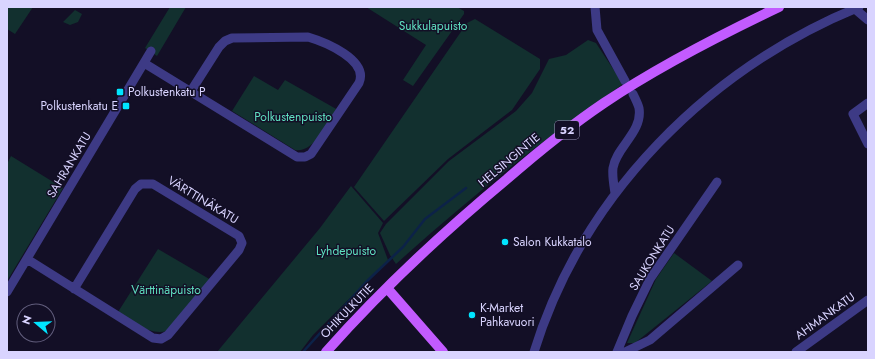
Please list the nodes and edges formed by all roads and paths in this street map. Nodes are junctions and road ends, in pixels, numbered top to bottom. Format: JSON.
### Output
{"nodes":[{"id":1,"x":595,"y":7,"type":"edge"},
{"id":2,"x":779,"y":7,"type":"edge"},
{"id":3,"x":857,"y":8,"type":"edge"},
{"id":4,"x":868,"y":20,"type":"edge"},
{"id":5,"x":151,"y":51,"type":"dead end"},
{"id":6,"x":144,"y":63,"type":"junction"},
{"id":7,"x":625,"y":81,"type":"dead end"},
{"id":8,"x":191,"y":91,"type":"junction"},
{"id":9,"x":633,"y":94,"type":"dead end"},
{"id":10,"x":868,"y":103,"type":"edge"},
{"id":11,"x":868,"y":144,"type":"edge"},
{"id":12,"x":717,"y":182,"type":"dead end"},
{"id":13,"x":615,"y":193,"type":"junction"},
{"id":14,"x":27,"y":259,"type":"junction"},
{"id":15,"x":738,"y":265,"type":"dead end"},
{"id":16,"x":386,"y":288,"type":"junction"},
{"id":17,"x":74,"y":289,"type":"junction"},
{"id":18,"x":7,"y":292,"type":"edge"},
{"id":19,"x":868,"y":300,"type":"edge"},
{"id":20,"x":326,"y":352,"type":"edge"},
{"id":21,"x":443,"y":352,"type":"edge"},
{"id":22,"x":534,"y":352,"type":"edge"},
{"id":23,"x":617,"y":352,"type":"edge"},
{"id":24,"x":625,"y":352,"type":"edge"},
{"id":25,"x":796,"y":352,"type":"edge"}],
"edges":[{"from":1,"to":7,"type":"street"},
{"from":2,"to":16,"type":"main road","name":"HELSINGINTIE","number":"52"},
{"from":3,"to":4,"type":"street"},
{"from":3,"to":13,"type":"street"},
{"from":5,"to":6,"type":"street","name":"SAHRANKATU"},
{"from":6,"to":8,"type":"street"},
{"from":6,"to":14,"type":"street","name":"SAHRANKATU"},
{"from":8,"to":8,"type":"street"},
{"from":9,"to":13,"type":"street"},
{"from":10,"to":11,"type":"street"},
{"from":12,"to":23,"type":"street","name":"SAUKONKATU"},
{"from":13,"to":22,"type":"street"},
{"from":14,"to":17,"type":"street","name":"VÄRTTINÄKATU"},
{"from":14,"to":18,"type":"street","name":"SAHRANKATU"},
{"from":15,"to":24,"type":"street"},
{"from":16,"to":20,"type":"main road","name":"OHIKULKUTIE","number":"52"},
{"from":16,"to":21,"type":"main road"},
{"from":17,"to":17,"type":"street","name":"VÄRTTINÄKATU"},
{"from":19,"to":25,"type":"street","name":"AHMANKATU"}]}
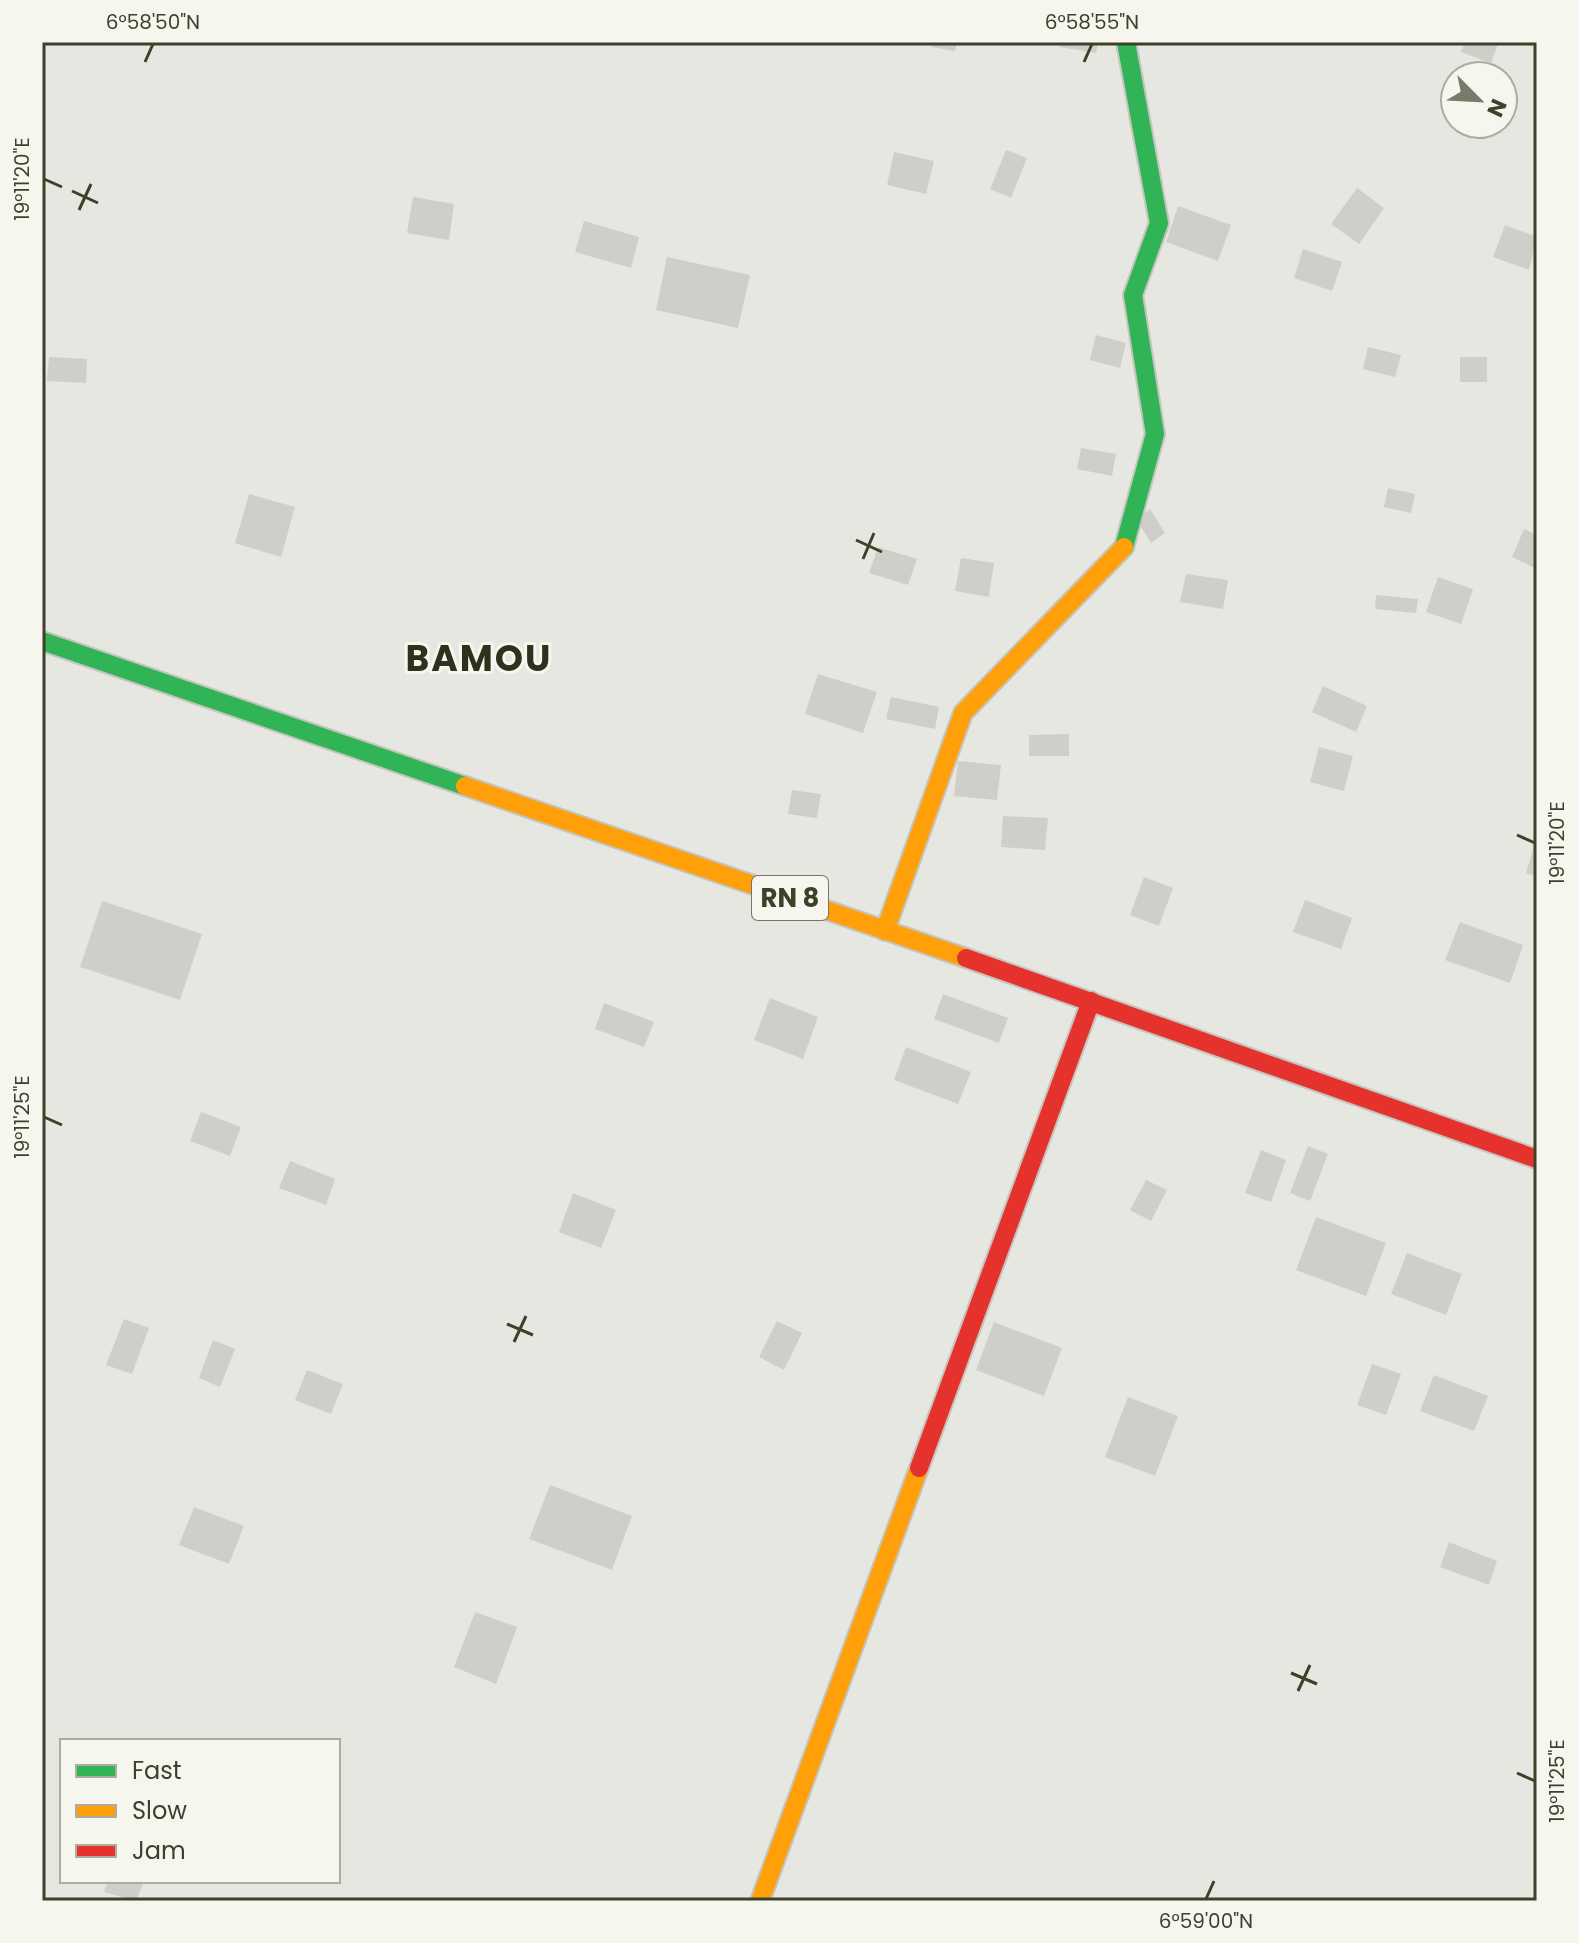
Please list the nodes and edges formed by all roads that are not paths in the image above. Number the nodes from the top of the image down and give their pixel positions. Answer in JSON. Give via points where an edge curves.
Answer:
{"nodes":[{"id":1,"x":1126,"y":42,"type":"edge"},
{"id":2,"x":42,"y":641,"type":"edge"},
{"id":3,"x":885,"y":931,"type":"junction"},
{"id":4,"x":1091,"y":1001,"type":"junction"},
{"id":5,"x":1537,"y":1159,"type":"edge"},
{"id":6,"x":760,"y":1901,"type":"edge"}],
"edges":[{"from":1,"to":3,"type":"street","via":[[1159,223],[1133,295],[1155,434],[1123,550],[963,713]]},
{"from":2,"to":3,"type":"street","number":"RN 8"},
{"from":3,"to":4,"type":"street","number":"RN 8"},
{"from":4,"to":5,"type":"street","number":"RN 8"},
{"from":4,"to":6,"type":"street"}]}
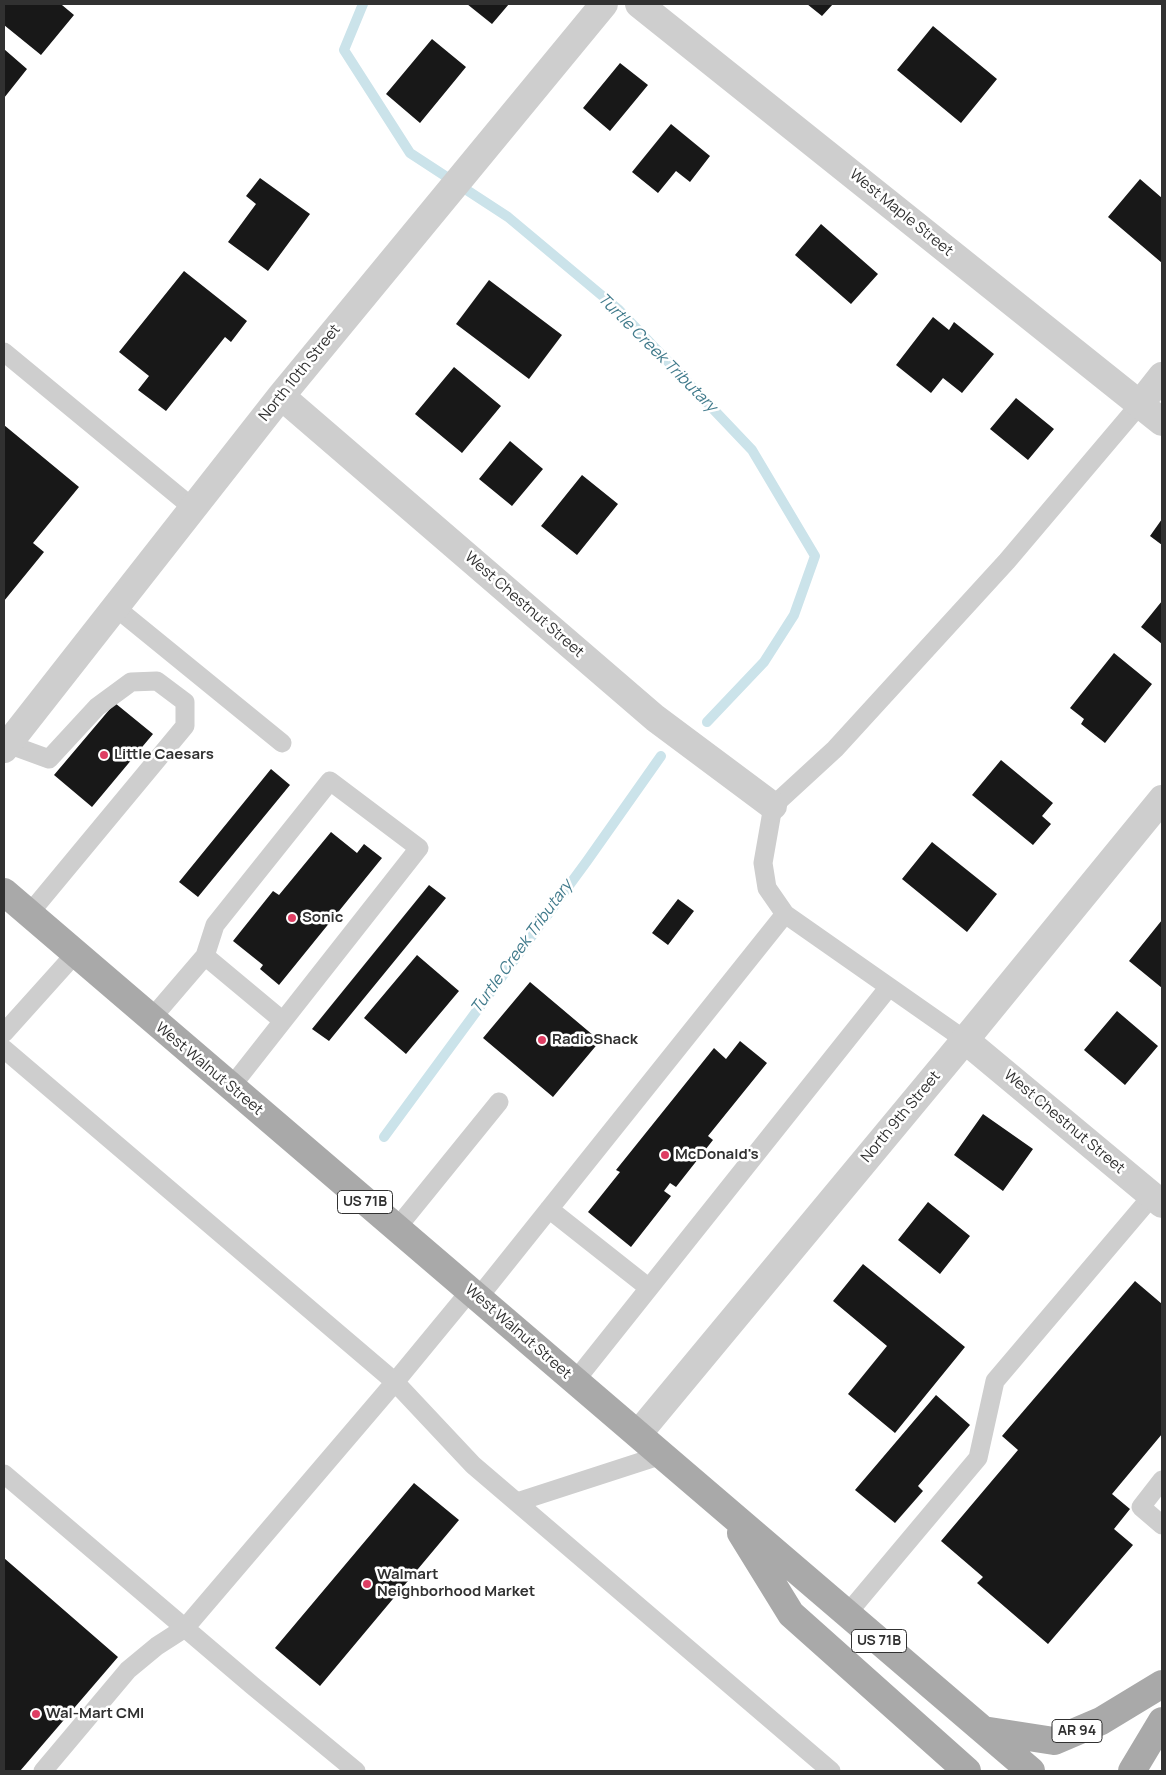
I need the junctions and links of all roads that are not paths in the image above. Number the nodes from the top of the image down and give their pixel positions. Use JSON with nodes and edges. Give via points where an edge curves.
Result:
{"nodes":[{"id":1,"x":604,"y":4,"type":"edge"},
{"id":2,"x":639,"y":4,"type":"edge"},
{"id":3,"x":4,"y":352,"type":"edge"},
{"id":4,"x":1162,"y":376,"type":"edge"},
{"id":5,"x":281,"y":396,"type":"junction"},
{"id":6,"x":1140,"y":404,"type":"junction"},
{"id":7,"x":1162,"y":422,"type":"edge"},
{"id":8,"x":193,"y":508,"type":"junction"},
{"id":9,"x":115,"y":607,"type":"junction"},
{"id":10,"x":282,"y":743,"type":"dead end"},
{"id":11,"x":5,"y":745,"type":"edge"},
{"id":12,"x":1162,"y":799,"type":"edge"},
{"id":13,"x":773,"y":806,"type":"junction"},
{"id":14,"x":4,"y":892,"type":"edge"},
{"id":15,"x":29,"y":914,"type":"junction"},
{"id":16,"x":785,"y":914,"type":"junction"},
{"id":17,"x":75,"y":954,"type":"junction"},
{"id":18,"x":205,"y":956,"type":"junction"},
{"id":19,"x":889,"y":987,"type":"junction"},
{"id":20,"x":151,"y":1020,"type":"junction"},
{"id":21,"x":284,"y":1020,"type":"junction"},
{"id":22,"x":4,"y":1033,"type":"edge"},
{"id":23,"x":965,"y":1040,"type":"junction"},
{"id":24,"x":4,"y":1049,"type":"edge"},
{"id":25,"x":231,"y":1088,"type":"junction"},
{"id":26,"x":500,"y":1102,"type":"dead end"},
{"id":27,"x":1157,"y":1200,"type":"edge"},
{"id":28,"x":549,"y":1208,"type":"junction"},
{"id":29,"x":396,"y":1228,"type":"junction"},
{"id":30,"x":649,"y":1288,"type":"junction"},
{"id":31,"x":474,"y":1294,"type":"junction"},
{"id":32,"x":575,"y":1381,"type":"junction"},
{"id":33,"x":395,"y":1382,"type":"junction"},
{"id":34,"x":638,"y":1434,"type":"junction"},
{"id":35,"x":662,"y":1455,"type":"junction"},
{"id":36,"x":4,"y":1474,"type":"edge"},
{"id":37,"x":1162,"y":1480,"type":"edge"},
{"id":38,"x":517,"y":1502,"type":"junction"},
{"id":39,"x":727,"y":1510,"type":"junction"},
{"id":40,"x":1162,"y":1525,"type":"edge"},
{"id":41,"x":847,"y":1614,"type":"junction"},
{"id":42,"x":186,"y":1628,"type":"junction"},
{"id":43,"x":1162,"y":1684,"type":"edge"},
{"id":44,"x":1162,"y":1721,"type":"edge"},
{"id":45,"x":983,"y":1730,"type":"junction"},
{"id":46,"x":43,"y":1771,"type":"edge"},
{"id":47,"x":356,"y":1771,"type":"edge"},
{"id":48,"x":831,"y":1771,"type":"edge"},
{"id":49,"x":967,"y":1771,"type":"edge"},
{"id":50,"x":1032,"y":1771,"type":"edge"},
{"id":51,"x":1132,"y":1771,"type":"edge"}],
"edges":[{"from":1,"to":5,"type":"street","name":"North 10th Street"},
{"from":2,"to":6,"type":"street","name":"West Maple Street"},
{"from":3,"to":8,"type":"lane"},
{"from":4,"to":6,"type":"street"},
{"from":5,"to":8,"type":"street","name":"North 10th Street"},
{"from":5,"to":13,"type":"street","name":"West Chestnut Street","via":[[655,718]]},
{"from":6,"to":7,"type":"street","name":"West Maple Street"},
{"from":6,"to":13,"type":"lane","via":[[981,590],[835,749]]},
{"from":8,"to":9,"type":"street","name":"North 10th Street"},
{"from":9,"to":10,"type":"lane"},
{"from":9,"to":11,"type":"street","name":"North 10th Street"},
{"from":11,"to":15,"type":"lane","via":[[49,759],[97,707],[131,682],[157,681],[185,702],[185,726]]},
{"from":12,"to":23,"type":"street","name":"North 9th Street"},
{"from":13,"to":16,"type":"lane","via":[[763,863],[767,888]]},
{"from":14,"to":15,"type":"main road","name":"West Walnut Street","number":"US 71B"},
{"from":15,"to":17,"type":"main road","name":"West Walnut Street","number":"US 71B"},
{"from":16,"to":19,"type":"lane"},
{"from":16,"to":28,"type":"lane"},
{"from":17,"to":20,"type":"main road","name":"West Walnut Street","number":"US 71B"},
{"from":17,"to":22,"type":"lane"},
{"from":18,"to":20,"type":"lane"},
{"from":18,"to":21,"type":"lane"},
{"from":18,"to":21,"type":"lane","via":[[215,924],[330,781],[419,848]]},
{"from":19,"to":23,"type":"lane"},
{"from":19,"to":30,"type":"lane"},
{"from":20,"to":25,"type":"main road","name":"West Walnut Street","number":"US 71B"},
{"from":21,"to":25,"type":"lane"},
{"from":23,"to":27,"type":"street","name":"West Chestnut Street"},
{"from":23,"to":34,"type":"street","name":"North 9th Street"},
{"from":24,"to":33,"type":"lane"},
{"from":25,"to":29,"type":"main road","name":"West Walnut Street","number":"US 71B"},
{"from":26,"to":29,"type":"lane"},
{"from":27,"to":41,"type":"lane","via":[[995,1381],[978,1458]]},
{"from":28,"to":30,"type":"lane"},
{"from":28,"to":31,"type":"lane"},
{"from":29,"to":31,"type":"main road","name":"West Walnut Street","number":"US 71B"},
{"from":30,"to":32,"type":"lane"},
{"from":31,"to":32,"type":"main road","name":"West Walnut Street","number":"US 71B"},
{"from":31,"to":33,"type":"lane"},
{"from":32,"to":34,"type":"main road","name":"West Walnut Street","number":"US 71B"},
{"from":33,"to":38,"type":"lane","via":[[473,1465]]},
{"from":33,"to":42,"type":"lane"},
{"from":34,"to":35,"type":"main road","name":"West Walnut Street","number":"US 71B"},
{"from":35,"to":38,"type":"lane"},
{"from":35,"to":39,"type":"main road","name":"West Walnut Street","number":"US 71B"},
{"from":36,"to":42,"type":"lane"},
{"from":37,"to":40,"type":"lane","via":[[1141,1506]]},
{"from":38,"to":48,"type":"lane"},
{"from":39,"to":41,"type":"main road","name":"West Walnut Street","number":"US 71B"},
{"from":39,"to":49,"type":"main road","number":"US 71B","via":[[791,1614]]},
{"from":41,"to":45,"type":"main road","name":"West Walnut Street","number":"US 71B"},
{"from":42,"to":46,"type":"lane","via":[[128,1670]]},
{"from":42,"to":47,"type":"lane"},
{"from":43,"to":45,"type":"main road","number":"AR 94","via":[[1100,1720],[1054,1741]]},
{"from":44,"to":51,"type":"main road"},
{"from":45,"to":50,"type":"main road","name":"West Walnut Street","number":"US 71B"}]}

**EXERCISE BRIEF**
Every line of the listing that includes the word "nodes" belongs in the answer.

**SOLUTION BELOW**
Please list the nodes and edges formed by all roads and paths in this street map. Nodes are junctions and road ends, in pixels, numbered top to bottom. Format: JSON.
{"nodes":[{"id":1,"x":595,"y":7,"type":"edge"},
Please list the nodes and edges formed by all roads that are not paths in the image above. Number the nodes from the top of the image down and give their pixel positions. Answer in JSON. Give via points where an edge curves.
{"nodes":[{"id":1,"x":1126,"y":42,"type":"edge"},
I need the junctions and links of all roads that are not paths in the image above. Number the nodes from the top of the image down and give their pixel positions. Use JSON with nodes and edges. Give via points where an edge curves.
{"nodes":[{"id":1,"x":604,"y":4,"type":"edge"},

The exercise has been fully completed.